*** The data ***
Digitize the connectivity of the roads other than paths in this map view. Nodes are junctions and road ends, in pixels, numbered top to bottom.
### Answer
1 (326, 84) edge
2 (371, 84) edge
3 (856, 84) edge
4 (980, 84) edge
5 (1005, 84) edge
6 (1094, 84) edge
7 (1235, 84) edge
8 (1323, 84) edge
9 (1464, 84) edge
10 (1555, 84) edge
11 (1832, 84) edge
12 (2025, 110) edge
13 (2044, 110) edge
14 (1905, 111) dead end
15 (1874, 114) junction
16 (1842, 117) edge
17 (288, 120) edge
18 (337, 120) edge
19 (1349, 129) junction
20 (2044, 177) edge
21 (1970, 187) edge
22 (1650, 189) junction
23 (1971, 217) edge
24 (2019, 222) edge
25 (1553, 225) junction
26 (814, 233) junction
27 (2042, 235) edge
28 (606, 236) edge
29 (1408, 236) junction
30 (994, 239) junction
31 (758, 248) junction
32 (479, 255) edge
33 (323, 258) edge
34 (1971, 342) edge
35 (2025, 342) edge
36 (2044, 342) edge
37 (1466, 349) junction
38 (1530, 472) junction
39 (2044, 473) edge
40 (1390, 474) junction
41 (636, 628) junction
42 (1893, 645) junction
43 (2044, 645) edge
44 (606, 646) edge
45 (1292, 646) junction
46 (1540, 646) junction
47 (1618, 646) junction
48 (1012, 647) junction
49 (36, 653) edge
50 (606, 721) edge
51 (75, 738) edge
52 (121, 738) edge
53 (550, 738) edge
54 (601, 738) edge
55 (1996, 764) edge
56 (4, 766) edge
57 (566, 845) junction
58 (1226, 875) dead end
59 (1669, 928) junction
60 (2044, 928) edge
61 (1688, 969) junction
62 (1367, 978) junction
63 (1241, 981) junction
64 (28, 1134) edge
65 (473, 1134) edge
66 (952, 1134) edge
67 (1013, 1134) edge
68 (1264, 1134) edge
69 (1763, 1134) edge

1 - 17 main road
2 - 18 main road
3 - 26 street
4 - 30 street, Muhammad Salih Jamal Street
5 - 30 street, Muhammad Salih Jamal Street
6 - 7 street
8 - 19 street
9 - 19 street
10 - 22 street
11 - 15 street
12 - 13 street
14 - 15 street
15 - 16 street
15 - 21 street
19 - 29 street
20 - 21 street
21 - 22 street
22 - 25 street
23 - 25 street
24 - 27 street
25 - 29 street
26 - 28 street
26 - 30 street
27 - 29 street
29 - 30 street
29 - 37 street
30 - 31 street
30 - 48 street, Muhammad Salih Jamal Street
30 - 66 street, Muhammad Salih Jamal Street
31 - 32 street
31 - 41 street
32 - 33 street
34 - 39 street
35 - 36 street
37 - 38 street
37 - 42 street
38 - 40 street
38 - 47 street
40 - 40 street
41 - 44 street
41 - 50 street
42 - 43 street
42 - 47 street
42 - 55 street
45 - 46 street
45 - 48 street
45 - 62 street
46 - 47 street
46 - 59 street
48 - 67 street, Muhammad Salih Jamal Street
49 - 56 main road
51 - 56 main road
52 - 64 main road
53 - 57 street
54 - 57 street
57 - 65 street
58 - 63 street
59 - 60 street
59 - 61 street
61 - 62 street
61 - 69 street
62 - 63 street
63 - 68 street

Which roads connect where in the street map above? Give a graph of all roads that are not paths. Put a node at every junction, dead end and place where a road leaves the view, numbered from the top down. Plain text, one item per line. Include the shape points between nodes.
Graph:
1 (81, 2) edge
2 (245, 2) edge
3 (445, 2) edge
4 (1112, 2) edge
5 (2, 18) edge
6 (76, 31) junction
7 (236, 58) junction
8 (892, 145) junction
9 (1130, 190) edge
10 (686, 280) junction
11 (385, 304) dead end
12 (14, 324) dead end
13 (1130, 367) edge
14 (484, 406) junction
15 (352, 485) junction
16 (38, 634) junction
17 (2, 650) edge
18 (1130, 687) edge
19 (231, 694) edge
***
> What you will do
Please write the listing out again, matching each line exactly.

> Response
Digitize the connectivity of the roads other than paths in this map view. Nodes are junctions and road ends, in pixels, numbered top to bottom.
### Answer
1 (326, 84) edge
2 (371, 84) edge
3 (856, 84) edge
4 (980, 84) edge
5 (1005, 84) edge
6 (1094, 84) edge
7 (1235, 84) edge
8 (1323, 84) edge
9 (1464, 84) edge
10 (1555, 84) edge
11 (1832, 84) edge
12 (2025, 110) edge
13 (2044, 110) edge
14 (1905, 111) dead end
15 (1874, 114) junction
16 (1842, 117) edge
17 (288, 120) edge
18 (337, 120) edge
19 (1349, 129) junction
20 (2044, 177) edge
21 (1970, 187) edge
22 (1650, 189) junction
23 (1971, 217) edge
24 (2019, 222) edge
25 (1553, 225) junction
26 (814, 233) junction
27 (2042, 235) edge
28 (606, 236) edge
29 (1408, 236) junction
30 (994, 239) junction
31 (758, 248) junction
32 (479, 255) edge
33 (323, 258) edge
34 (1971, 342) edge
35 (2025, 342) edge
36 (2044, 342) edge
37 (1466, 349) junction
38 (1530, 472) junction
39 (2044, 473) edge
40 (1390, 474) junction
41 (636, 628) junction
42 (1893, 645) junction
43 (2044, 645) edge
44 (606, 646) edge
45 (1292, 646) junction
46 (1540, 646) junction
47 (1618, 646) junction
48 (1012, 647) junction
49 (36, 653) edge
50 (606, 721) edge
51 (75, 738) edge
52 (121, 738) edge
53 (550, 738) edge
54 (601, 738) edge
55 (1996, 764) edge
56 (4, 766) edge
57 (566, 845) junction
58 (1226, 875) dead end
59 (1669, 928) junction
60 (2044, 928) edge
61 (1688, 969) junction
62 (1367, 978) junction
63 (1241, 981) junction
64 (28, 1134) edge
65 (473, 1134) edge
66 (952, 1134) edge
67 (1013, 1134) edge
68 (1264, 1134) edge
69 (1763, 1134) edge

1 - 17 main road
2 - 18 main road
3 - 26 street
4 - 30 street, Muhammad Salih Jamal Street
5 - 30 street, Muhammad Salih Jamal Street
6 - 7 street
8 - 19 street
9 - 19 street
10 - 22 street
11 - 15 street
12 - 13 street
14 - 15 street
15 - 16 street
15 - 21 street
19 - 29 street
20 - 21 street
21 - 22 street
22 - 25 street
23 - 25 street
24 - 27 street
25 - 29 street
26 - 28 street
26 - 30 street
27 - 29 street
29 - 30 street
29 - 37 street
30 - 31 street
30 - 48 street, Muhammad Salih Jamal Street
30 - 66 street, Muhammad Salih Jamal Street
31 - 32 street
31 - 41 street
32 - 33 street
34 - 39 street
35 - 36 street
37 - 38 street
37 - 42 street
38 - 40 street
38 - 47 street
40 - 40 street
41 - 44 street
41 - 50 street
42 - 43 street
42 - 47 street
42 - 55 street
45 - 46 street
45 - 48 street
45 - 62 street
46 - 47 street
46 - 59 street
48 - 67 street, Muhammad Salih Jamal Street
49 - 56 main road
51 - 56 main road
52 - 64 main road
53 - 57 street
54 - 57 street
57 - 65 street
58 - 63 street
59 - 60 street
59 - 61 street
61 - 62 street
61 - 69 street
62 - 63 street
63 - 68 street

Which roads connect where in the street map above? Give a graph of all roads that are not paths. Put a node at every junction, dead end and place where a road leaves the view, numbered from the top down. Plain text, one item per line. Include the shape points between nodes.
Graph:
1 (81, 2) edge
2 (245, 2) edge
3 (445, 2) edge
4 (1112, 2) edge
5 (2, 18) edge
6 (76, 31) junction
7 (236, 58) junction
8 (892, 145) junction
9 (1130, 190) edge
10 (686, 280) junction
11 (385, 304) dead end
12 (14, 324) dead end
13 (1130, 367) edge
14 (484, 406) junction
15 (352, 485) junction
16 (38, 634) junction
17 (2, 650) edge
18 (1130, 687) edge
19 (231, 694) edge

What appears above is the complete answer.